|Man's Hope of Avoiding Eviction Dashed|
|By SUSANNA KIM (@skimm)||Jun 20, 2013, 8:01 AM|
After raising money from Internet donors, a 92-year-old man's attempts to buy back from his daughter the house he built have been rejected as he awaits his eviction hearing next week.
John Potter of Zaleski, Ohio, received an eviction notice from his daughter, Janice Cotrill, and son-in-law earlier this year, saying they had terminated his "existing lease."
"To me the situation is just so heartbreaking," said Fraley, who believes the judge will have no choice but to evict her grandfather, a World War II veteran. Fraley said she cried when her grandfather's attorney told her the recent offer for the home was rejected.
Potter said he's fought some battles and won some, and this is not one he expected to lose. But he said, "We are going to walk away with our heads held high."
An eviction hearing is scheduled for June 26 at the Vinton County Courthouse after it was originally set for June 12.
"He knows that we tried everything," said Fraley, 35.
Potter had a market appraisal conducted on the home which showed that its value was $47,000 plus a tract of land worth $2,830, together which was much lower than the value he and his granddaughter had expected.
They made an offer to Cottrill through their attorney for the market value of the home and received a counter-offer that was about $85,000 plus about $4,000 and $11,500 for the eviction process and attorney fees.
Potter said he is reluctant to offer more than what the market appraisal for the home indicated.
After discussing with his granddaughter and attorney, Potter made a second offer of $60,005.23 on June 13, but Cottrill, they said, declined that as well without a counter-offer.
In a document shown to ABC News, a rejection letter from the attorney of Cottrill and her husband, dated June 14 states, "They find the offer unacceptable and decline the same."
Cottrill declined to comment to ABC News.
The story goes back to 2004, when Potter and his wife, who has since died, gave the general power of attorney to his daughter for future matters if they declined in health, including to take care of her autistic adult brother, now 64. His daughter Janice Cottrill eventually used that power to allegedly convey the deed to the one-story home to herself, Fraley said.

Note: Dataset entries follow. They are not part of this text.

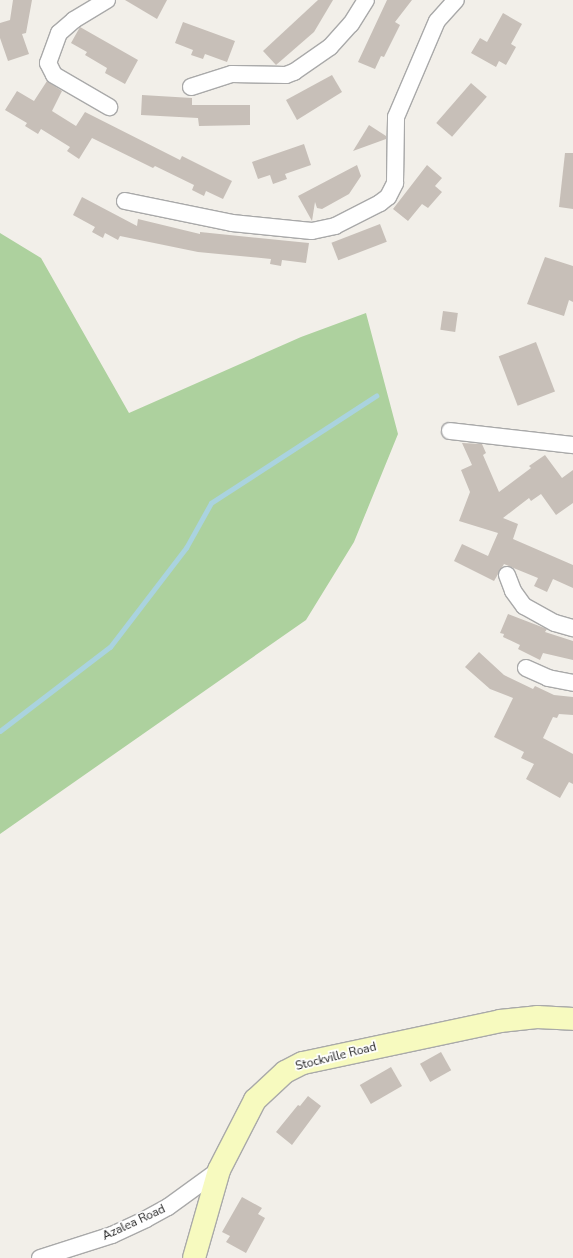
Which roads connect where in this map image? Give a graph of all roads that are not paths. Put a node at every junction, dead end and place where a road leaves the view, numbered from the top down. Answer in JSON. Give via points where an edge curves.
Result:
{"nodes":[{"id":1,"x":107,"y":0,"type":"edge"},
{"id":2,"x":366,"y":0,"type":"edge"},
{"id":3,"x":456,"y":0,"type":"edge"},
{"id":4,"x":191,"y":87,"type":"dead end"},
{"id":5,"x":109,"y":107,"type":"dead end"},
{"id":6,"x":125,"y":201,"type":"dead end"},
{"id":7,"x":450,"y":431,"type":"dead end"},
{"id":8,"x":573,"y":445,"type":"edge"},
{"id":9,"x":506,"y":575,"type":"dead end"},
{"id":10,"x":573,"y":628,"type":"edge"},
{"id":11,"x":526,"y":668,"type":"dead end"},
{"id":12,"x":573,"y":683,"type":"edge"},
{"id":13,"x":573,"y":1019,"type":"edge"},
{"id":14,"x":219,"y":1170,"type":"junction"},
{"id":15,"x":40,"y":1258,"type":"edge"},
{"id":16,"x":194,"y":1258,"type":"edge"}],
"edges":[{"from":1,"to":5,"type":"street","via":[[74,20],[59,33],[48,63],[54,75]]},
{"from":2,"to":4,"type":"street","via":[[351,24],[330,47],[294,72],[286,75],[232,74]]},
{"from":3,"to":6,"type":"street","via":[[437,21],[396,117],[395,183],[390,194],[380,203],[336,226],[312,231],[226,222]]},
{"from":7,"to":8,"type":"street"},
{"from":9,"to":10,"type":"street","via":[[512,591],[524,606],[555,623]]},
{"from":11,"to":12,"type":"street","via":[[548,678]]},
{"from":13,"to":14,"type":"street","name":"Stockville Road","via":[[537,1017],[500,1021],[294,1066],[275,1079],[256,1100]]},
{"from":14,"to":15,"type":"street","name":"Azalea Road","via":[[168,1207],[146,1219],[112,1235]]},
{"from":14,"to":16,"type":"street","name":"Stockville Road"}]}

In 2010, Potter said he learned of the deed transfer and switched power of attorney to his granddaughter, Fraley.
A second action is pending in probate court over what kind of contact Potter can have with his son, who is living with Cottrill. Her husband is the guardian of her brother. On a temporary order issued about six months ago, Potter has visitation rights to see his son.
Tim Gleeson, Potter's attorney, said, "We think it makes a lot of sense to try to resolve both cases."
Gleeson said the independent market appraisal is derived from recent sales of similar homes in the area. Gleeson said if Cottrill or her attorney had an issue with the appraisal, they might be open to Cottrill conducting another one. But without a counter-offer from the other party, Gleeson said the next alternative is to look for other housing for Potter.
"It's just one of the saddest cases I've been involved in," said Gleeson. "Mr. Potter is a delightful gentleman and his granddaughter is so loving. I'm discouraged that it may not end in a good result. But we'll keep trying."
Fraley said she has considered alternative housing options for her grandfather, including building an addition to his caretaker's home, or buying a new home. She said the money raised by GoFundMe.com has stayed untouched and she says she is willing to be completely transparent with how the money is used by her grandfather.
Potter, who mostly relies on his pension for income, is not paying rent to his daughter
"Everyone who sent us money said they didn't want to give a dime of to [Cottrill]. People told my grandfather to take the money and buy a different house," Fraley said.
Fraley, who said she moved from San Diego for a nursing job in Columbus, Ohio, to be closer to her grandfather, said it is not possible for her to move to rural Zaleski due to her commute, which is about an hour and a half south of Columbus.
Potter wants to stay near his friends and his son, so Fraley said she would hope for him to stay in the same community. But she is concerned about the impact that a move will have on her grandfather, who turned 92 on May 23.
"For me, the hardest part in all this is what it's going to do to him: taking a 92-year old man and forcing him to leave his home. I was trying to keep it so he could have a calm, quiet end of life. His health is weaker," she said. "Right now I don't think he truly believes this is happening, because he never thought this would happen."